Он также никогда не сможет встретиться со своими внуками. Эта жалкая мысль мучает меня, когда я иду по коридору в ванную и достаю аптечку из-под раковины, только чтобы мельком увидеть свое отражение в зеркале. В моих глазах стоят слезы, глазницы глубокие и черные от последних двух бессонных ночей, с тех пор как мне позвонили и сообщили о смерти ее отца. До меня доходит, что я не спал и не ел уже несколько дней, но с этим придется подождать.

Я не могу развалиться на части.

Не сейчас.

Я им слишком нужен.

Картер, сколько бы он ни сталкивался с подобными обстоятельствами, не способен подавать надежды. Куэйд трещит по швам, а Вэл поддается своему оцепенению. Одному из нас нужно собраться с духом, чтобы пережить этот шторм и вытащить их из их страданий. Я должен быть тем парнем для них всех. Мне нужно заботиться и защищать их. Именно так поступил бы отец Валентины.

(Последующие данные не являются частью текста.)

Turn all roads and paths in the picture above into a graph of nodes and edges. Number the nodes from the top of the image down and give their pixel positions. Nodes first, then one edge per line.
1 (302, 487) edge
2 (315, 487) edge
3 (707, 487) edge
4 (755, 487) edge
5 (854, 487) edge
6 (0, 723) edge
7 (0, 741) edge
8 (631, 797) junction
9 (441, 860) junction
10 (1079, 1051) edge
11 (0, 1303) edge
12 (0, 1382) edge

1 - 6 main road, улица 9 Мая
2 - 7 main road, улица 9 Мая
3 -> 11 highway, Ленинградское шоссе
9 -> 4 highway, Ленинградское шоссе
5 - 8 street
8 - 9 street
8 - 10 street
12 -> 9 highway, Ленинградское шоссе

Я смотрю на небеса и надеюсь, что он смотрит на нас сверху вниз, а затем делаю то, чего не делал с тех пор, как был маленьким, когда папа оставил нас во время одной из своих многочисленных командировок.

Я молюсь.

— Пожалуйста, — начинаю я. — Дай мне унцию твоей силы и доброты. Если я смогу стать хотя бы наполовину таким человеком, как ты, тогда я обещаю тебе, что позабочусь о них. Всеми фибрами души я обещаю, что буду тем человеком, который сохранит нашу семью вместе.

КАРТЕР

Прошло две недели после похорон, и с тех пор Валентина, кажется, с каждым днем все больше уходит в себя. Я сижу на ее подоконнике, глядя на ее съежившееся тело, лежащее на кровати. Она просто продолжает смотреть на белую стену перед собой, как будто в ней хранятся все ответы на ее печали, отказываясь облегчить ее боль.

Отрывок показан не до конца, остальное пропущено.